| TASK DETAILS |
Could you output the entries that follow exactly, omitting any pictures they contain?

Saved data entries:
-- Opening Marker --

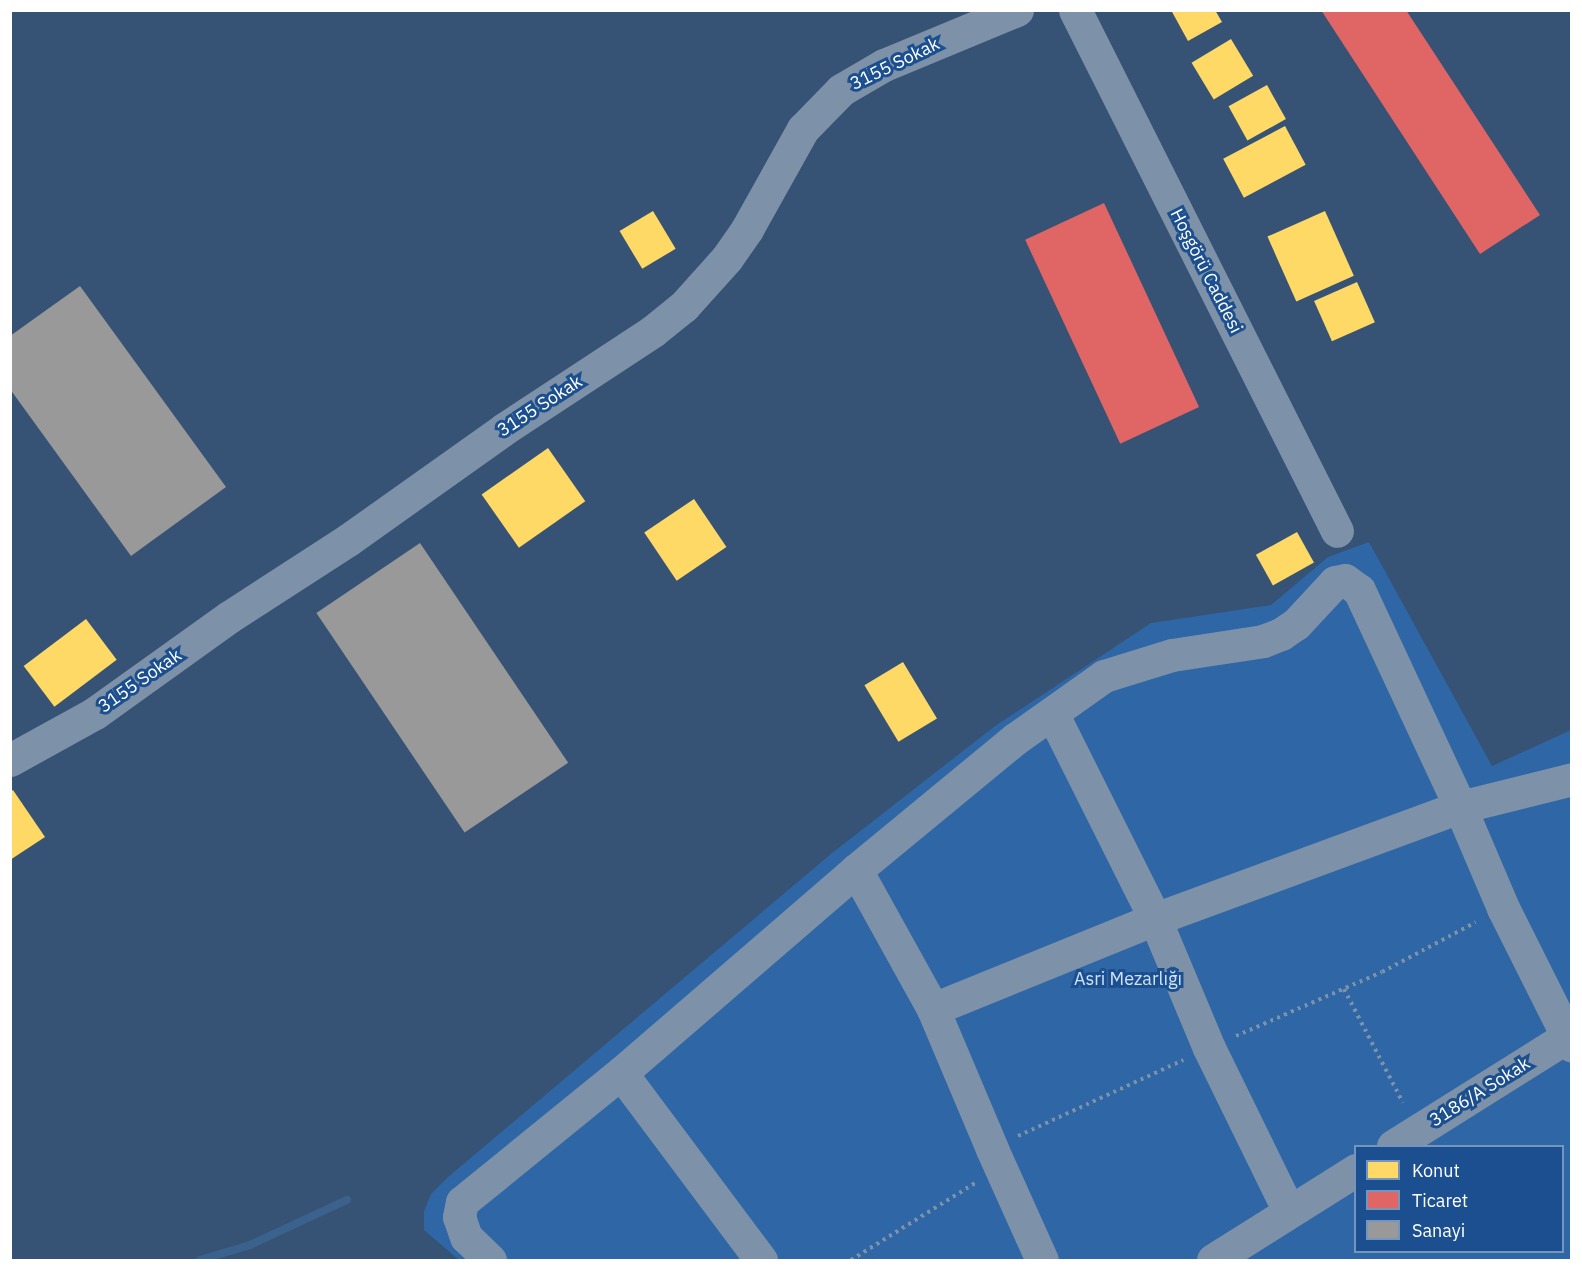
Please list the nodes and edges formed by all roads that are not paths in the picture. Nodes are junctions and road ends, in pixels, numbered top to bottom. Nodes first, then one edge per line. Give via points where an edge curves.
1 (1017, 10) edge
2 (1076, 10) edge
3 (1337, 531) dead end
4 (1053, 715) junction
5 (14, 747) edge
6 (1571, 781) edge
7 (1460, 807) junction
8 (856, 870) junction
9 (1155, 919) junction
10 (933, 1009) junction
11 (1569, 1041) edge
12 (621, 1073) junction
13 (1405, 1139) edge
14 (1354, 1171) edge
15 (1289, 1211) junction
16 (490, 1260) edge
17 (761, 1260) edge
18 (1042, 1260) edge
19 (1214, 1260) edge

1 - 5 street, 3155 Sokak via 884,65 841,90 803,129 727,258 684,306 661,325 229,617 95,713
2 - 3 street, Hoşgörü Caddesi
4 - 7 street via 1104,676 1172,655 1263,641 1281,634 1296,624 1335,582 1345,580 1359,590
4 - 8 street via 1015,739
4 - 9 street
6 - 7 street
7 - 9 street
7 - 11 street via 1503,908
8 - 10 street
8 - 12 street
9 - 10 street
9 - 15 street via 1209,1048
10 - 18 street
11 - 13 street, 3186/A Sokak
12 - 16 street via 462,1202 459,1217 466,1237
12 - 17 street
14 - 15 street
15 - 19 street

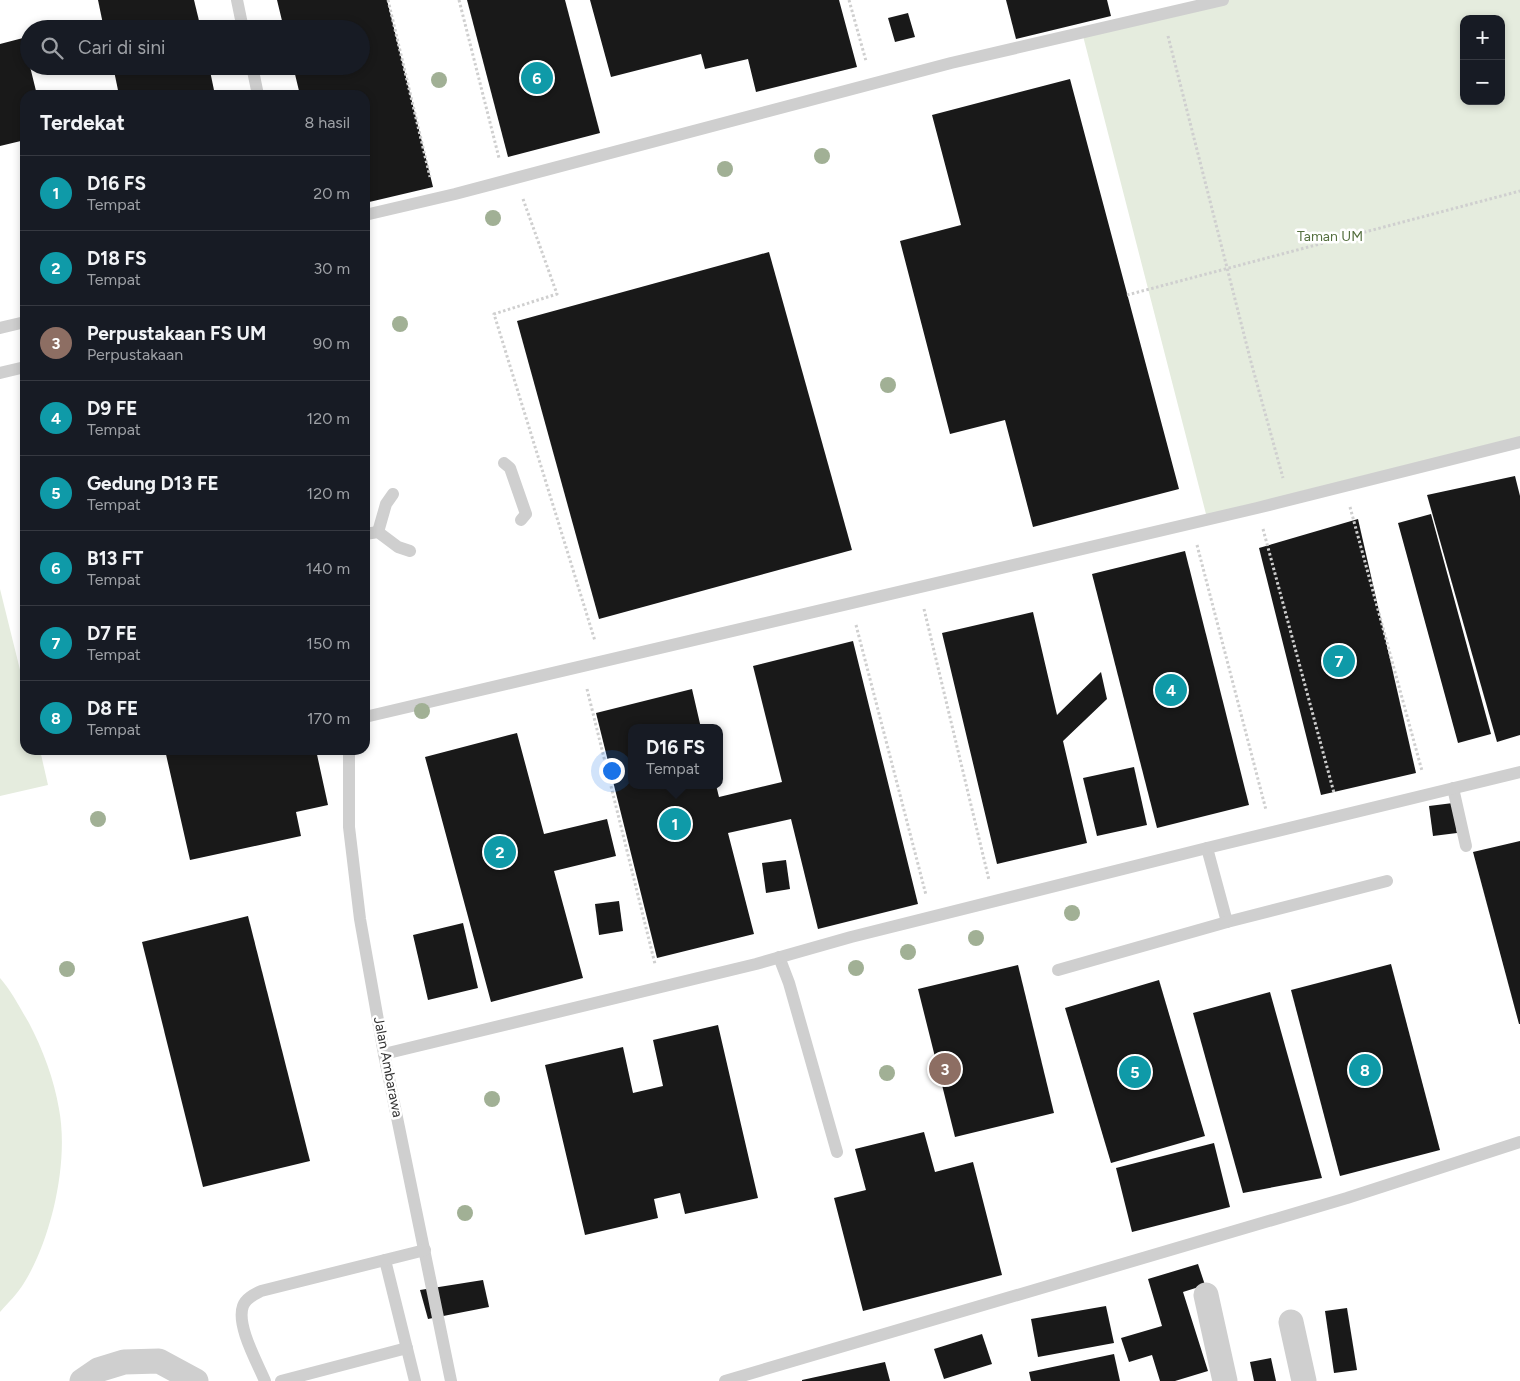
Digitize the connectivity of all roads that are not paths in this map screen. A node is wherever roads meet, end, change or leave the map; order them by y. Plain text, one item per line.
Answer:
1 (237, 0) edge
2 (1223, 0) edge
3 (241, 20) edge
4 (254, 75) edge
5 (257, 90) edge
6 (370, 214) edge
7 (20, 323) edge
8 (0, 328) edge
9 (20, 368) edge
10 (0, 373) edge
11 (1520, 442) edge
12 (504, 463) dead end
13 (392, 494) dead end
14 (522, 520) dead end
15 (371, 533) edge
16 (410, 551) dead end
17 (370, 716) edge
18 (349, 755) edge
19 (1520, 772) edge
20 (1453, 788) junction
21 (1466, 846) dead end
22 (1207, 848) junction
23 (1387, 881) dead end
24 (1227, 922) junction
25 (779, 957) junction
26 (1058, 970) dead end
27 (384, 1054) junction
28 (1520, 1142) edge
29 (837, 1152) dead end
30 (425, 1250) junction
31 (384, 1260) junction
32 (1206, 1295) dead end
33 (1290, 1322) dead end
34 (408, 1348) junction
35 (82, 1381) edge
36 (196, 1381) edge
37 (265, 1381) edge
38 (280, 1381) edge
39 (415, 1381) edge
40 (451, 1381) edge
41 (726, 1381) edge
42 (1225, 1381) edge
43 (1304, 1381) edge

1 - 3 lane
2 - 6 lane
4 - 5 lane
7 - 8 lane
9 - 10 lane
11 - 17 lane
12 - 14 lane
13 - 15 lane
15 - 16 lane
18 - 27 lane, Jalan Ambarawa
19 - 20 lane
20 - 21 lane
20 - 22 lane
22 - 24 lane
22 - 25 lane
23 - 24 lane
24 - 26 lane
25 - 27 lane
25 - 29 lane
27 - 30 lane, Jalan Ambarawa
28 - 41 lane
30 - 31 lane
30 - 40 lane, Jalan Ambarawa
31 - 34 lane
31 - 37 lane
32 - 42 street
33 - 43 street
34 - 38 lane
34 - 39 lane
35 - 36 street

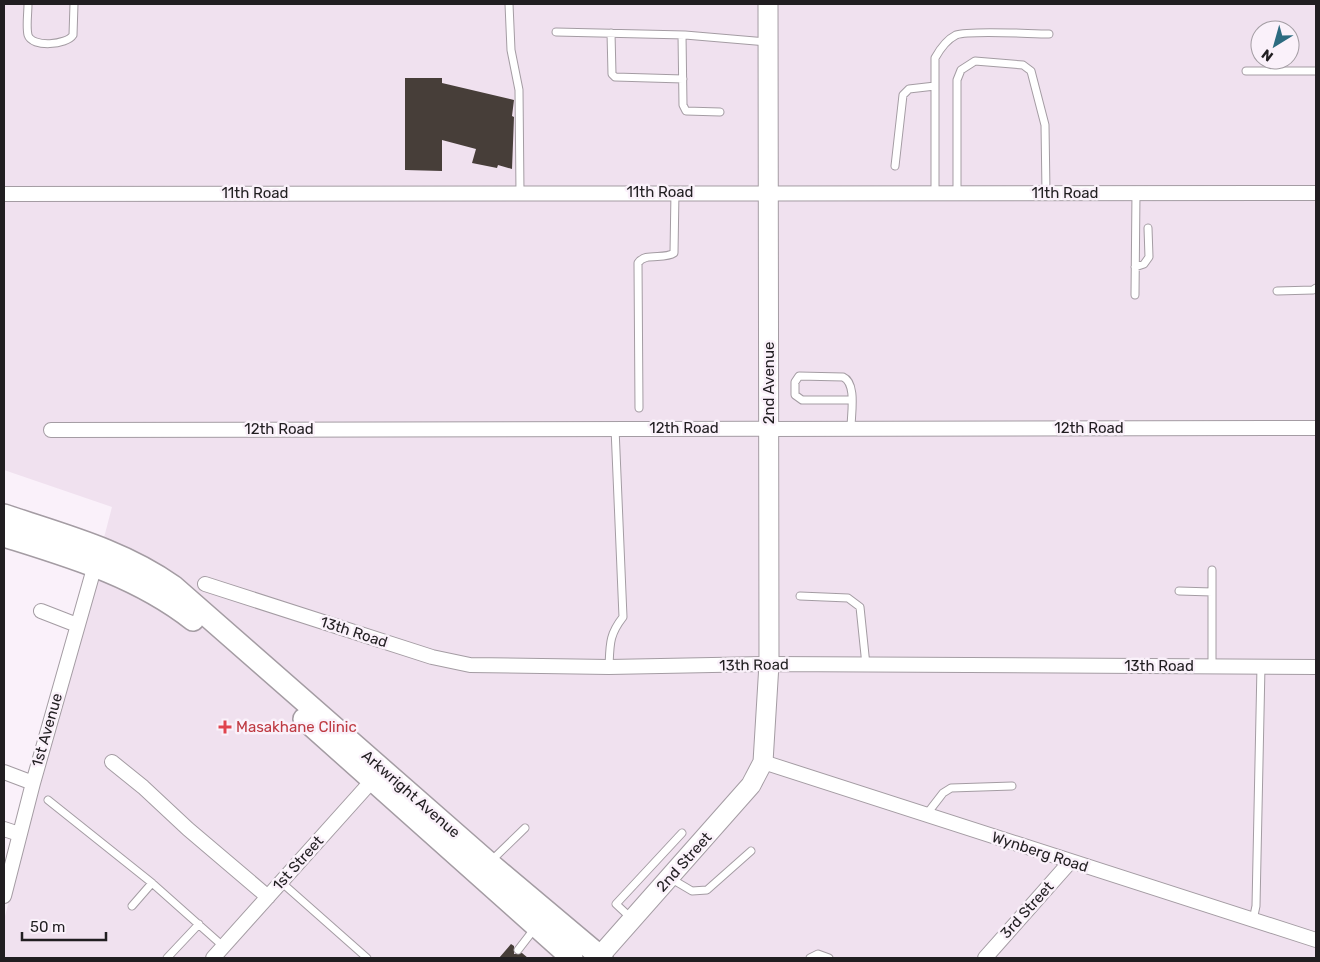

-- Closing Marker --

| EXERCISE ANSWER |
Please list the nodes and edges formed by all roads that are not paths in the picture. Nodes are junctions and road ends, in pixels, numbered top to bottom. Nodes first, then one edge per line. Give via points where an edge curves.
1 (1017, 10) edge
2 (1076, 10) edge
3 (1337, 531) dead end
4 (1053, 715) junction
5 (14, 747) edge
6 (1571, 781) edge
7 (1460, 807) junction
8 (856, 870) junction
9 (1155, 919) junction
10 (933, 1009) junction
11 (1569, 1041) edge
12 (621, 1073) junction
13 (1405, 1139) edge
14 (1354, 1171) edge
15 (1289, 1211) junction
16 (490, 1260) edge
17 (761, 1260) edge
18 (1042, 1260) edge
19 (1214, 1260) edge

1 - 5 street, 3155 Sokak via 884,65 841,90 803,129 727,258 684,306 661,325 229,617 95,713
2 - 3 street, Hoşgörü Caddesi
4 - 7 street via 1104,676 1172,655 1263,641 1281,634 1296,624 1335,582 1345,580 1359,590
4 - 8 street via 1015,739
4 - 9 street
6 - 7 street
7 - 9 street
7 - 11 street via 1503,908
8 - 10 street
8 - 12 street
9 - 10 street
9 - 15 street via 1209,1048
10 - 18 street
11 - 13 street, 3186/A Sokak
12 - 16 street via 462,1202 459,1217 466,1237
12 - 17 street
14 - 15 street
15 - 19 street

Digitize the connectivity of all roads that are not paths in this map screen. A node is wherever roads meet, end, change or leave the map; order them by y. Plain text, one item per line.
Answer:
1 (237, 0) edge
2 (1223, 0) edge
3 (241, 20) edge
4 (254, 75) edge
5 (257, 90) edge
6 (370, 214) edge
7 (20, 323) edge
8 (0, 328) edge
9 (20, 368) edge
10 (0, 373) edge
11 (1520, 442) edge
12 (504, 463) dead end
13 (392, 494) dead end
14 (522, 520) dead end
15 (371, 533) edge
16 (410, 551) dead end
17 (370, 716) edge
18 (349, 755) edge
19 (1520, 772) edge
20 (1453, 788) junction
21 (1466, 846) dead end
22 (1207, 848) junction
23 (1387, 881) dead end
24 (1227, 922) junction
25 (779, 957) junction
26 (1058, 970) dead end
27 (384, 1054) junction
28 (1520, 1142) edge
29 (837, 1152) dead end
30 (425, 1250) junction
31 (384, 1260) junction
32 (1206, 1295) dead end
33 (1290, 1322) dead end
34 (408, 1348) junction
35 (82, 1381) edge
36 (196, 1381) edge
37 (265, 1381) edge
38 (280, 1381) edge
39 (415, 1381) edge
40 (451, 1381) edge
41 (726, 1381) edge
42 (1225, 1381) edge
43 (1304, 1381) edge

1 - 3 lane
2 - 6 lane
4 - 5 lane
7 - 8 lane
9 - 10 lane
11 - 17 lane
12 - 14 lane
13 - 15 lane
15 - 16 lane
18 - 27 lane, Jalan Ambarawa
19 - 20 lane
20 - 21 lane
20 - 22 lane
22 - 24 lane
22 - 25 lane
23 - 24 lane
24 - 26 lane
25 - 27 lane
25 - 29 lane
27 - 30 lane, Jalan Ambarawa
28 - 41 lane
30 - 31 lane
30 - 40 lane, Jalan Ambarawa
31 - 34 lane
31 - 37 lane
32 - 42 street
33 - 43 street
34 - 38 lane
34 - 39 lane
35 - 36 street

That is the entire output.